Exklusiv-Dessert vor Gericht

Aldi vs. Winzerverband: Streit um „Champagner Sorbet“ geht weiter

Luxemburg - In der Weihnachtszeit 2012 hatte Aldi ein besonderes Dessert im Angebot: Das „Champagner Sorbet“sollte den Kunden die Festtage versüßen. Winzer waren dagegen empört und gingen vor Gericht.

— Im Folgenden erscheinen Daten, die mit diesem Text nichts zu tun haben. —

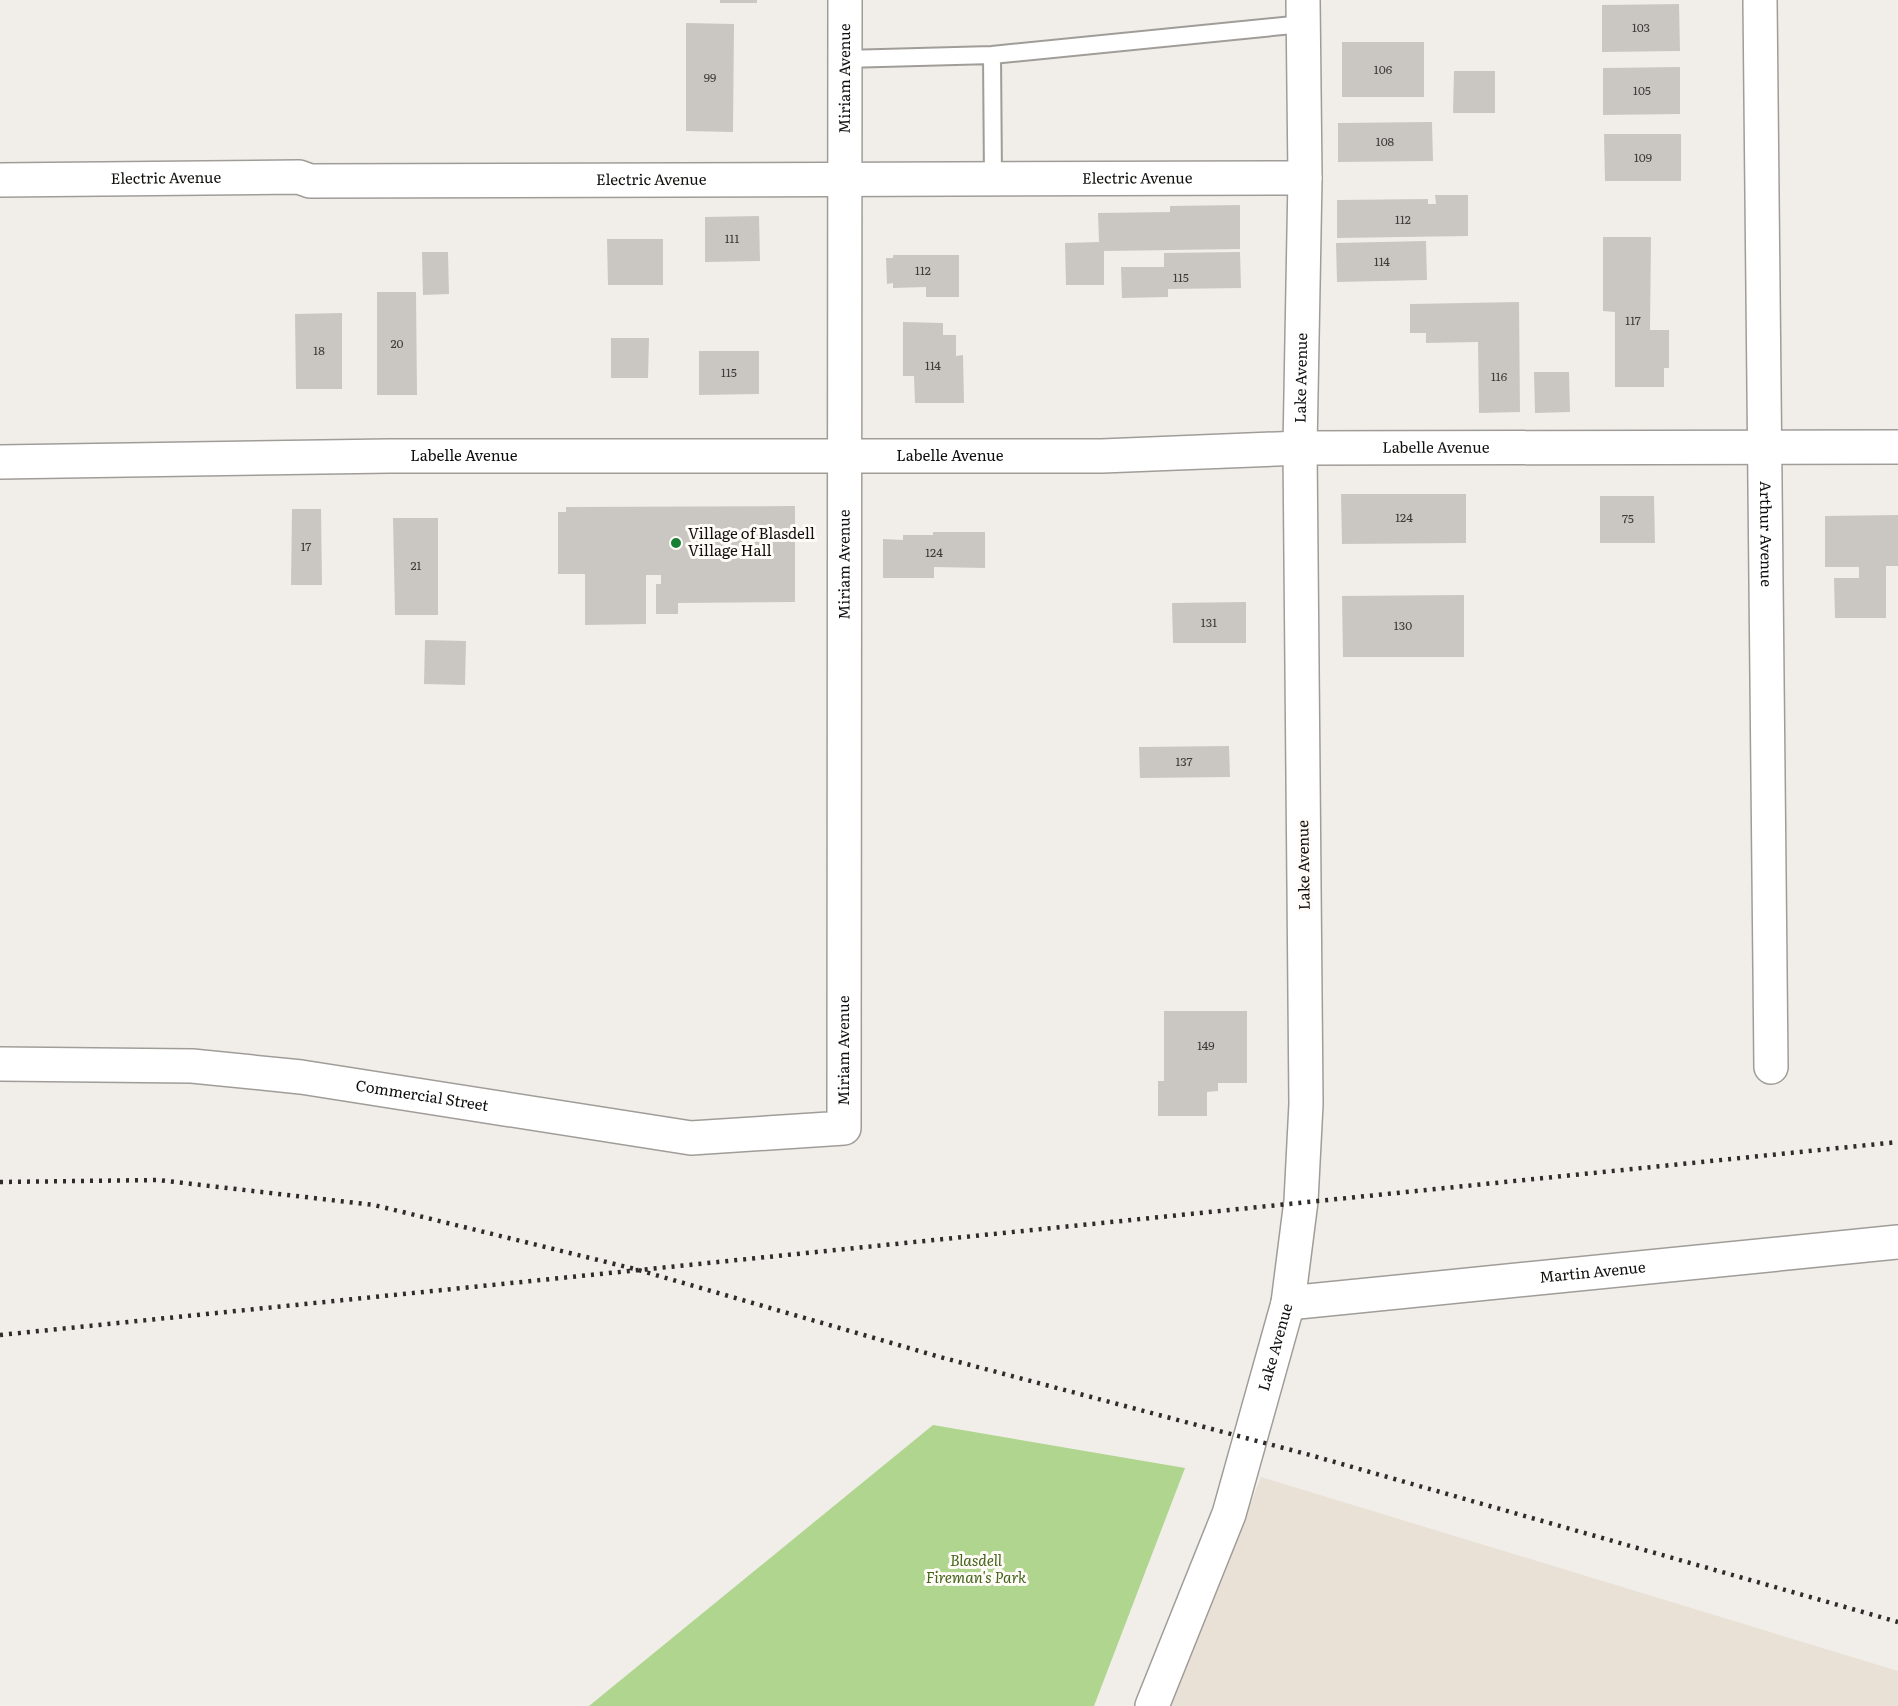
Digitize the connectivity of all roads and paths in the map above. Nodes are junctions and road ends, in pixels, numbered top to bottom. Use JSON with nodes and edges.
{"nodes":[{"id":1,"x":845,"y":0,"type":"edge"},
{"id":2,"x":1760,"y":0,"type":"edge"},
{"id":3,"x":1303,"y":12,"type":"edge"},
{"id":4,"x":992,"y":55,"type":"junction"},
{"id":5,"x":845,"y":60,"type":"junction"},
{"id":6,"x":1305,"y":178,"type":"junction"},
{"id":7,"x":993,"y":179,"type":"junction"},
{"id":8,"x":0,"y":180,"type":"edge"},
{"id":9,"x":844,"y":180,"type":"junction"},
{"id":10,"x":1898,"y":447,"type":"edge"},
{"id":11,"x":1300,"y":448,"type":"junction"},
{"id":12,"x":1766,"y":449,"type":"junction"},
{"id":13,"x":845,"y":455,"type":"junction"},
{"id":14,"x":0,"y":462,"type":"edge"},
{"id":15,"x":0,"y":1064,"type":"edge"},
{"id":16,"x":1771,"y":1067,"type":"dead end"},
{"id":17,"x":844,"y":1128,"type":"joint"},
{"id":18,"x":1898,"y":1242,"type":"edge"},
{"id":19,"x":1288,"y":1303,"type":"junction"},
{"id":20,"x":1152,"y":1706,"type":"edge"}],
"edges":[{"from":1,"to":5,"type":"street","name":"Miriam Avenue"},
{"from":2,"to":12,"type":"street","name":"Arthur Avenue"},
{"from":3,"to":4,"type":"lane"},
{"from":3,"to":6,"type":"street","name":"Lake Avenue"},
{"from":4,"to":5,"type":"lane"},
{"from":4,"to":7,"type":"lane"},
{"from":5,"to":9,"type":"street","name":"Miriam Avenue"},
{"from":6,"to":7,"type":"street","name":"Electric Avenue"},
{"from":6,"to":11,"type":"street","name":"Lake Avenue"},
{"from":7,"to":9,"type":"street","name":"Electric Avenue"},
{"from":8,"to":9,"type":"street","name":"Electric Avenue"},
{"from":9,"to":13,"type":"street","name":"Miriam Avenue"},
{"from":10,"to":12,"type":"street","name":"Labelle Avenue"},
{"from":11,"to":12,"type":"street","name":"Labelle Avenue"},
{"from":11,"to":13,"type":"street","name":"Labelle Avenue"},
{"from":11,"to":19,"type":"street","name":"Lake Avenue"},
{"from":12,"to":16,"type":"street","name":"Arthur Avenue"},
{"from":13,"to":14,"type":"street","name":"Labelle Avenue"},
{"from":13,"to":17,"type":"street","name":"Miriam Avenue"},
{"from":15,"to":17,"type":"street","name":"Commercial Street"},
{"from":18,"to":19,"type":"street","name":"Martin Avenue"},
{"from":19,"to":20,"type":"street","name":"Lake Avenue"}]}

Vor mehr als vier Jahren schon ist das letzte „Champagner Sorbet“ der Kette Aldi Süd auf unbekannten Zungen dahingeschmolzen - doch immer noch beschäftigt das Eisdessert die Gerichte. Am Donnerstag verhandelte der Europäische Gerichtshof in Luxemburg darüber, ob die Discounterware mit einem Gehalt von zwölf Prozent Champagner die geschützte Herkunftsbezeichnung des edlen französischen Perlweins nutzen durfte. (Rechtssache C 393/16)

Winzerverband empört

Geklagt hat der französische Winzerverband „Comité Interprofessionnel du Vin de Champagne“, der EU-Recht verletzt sieht. Nach einem Hin und Her der unteren Instanzen liegt der Fall inzwischen beim Bundesgerichtshof. Dieser bat den EuGH um Rat bei der Auslegung des Europarechts. Es geht insbesondere um die Vorschriften zum Schutz eingetragener Ursprungsbezeichnungen. Sie sollen verhindern, dass mit besonderen Traditionsprodukten unlauteres Marketing betrieben wird.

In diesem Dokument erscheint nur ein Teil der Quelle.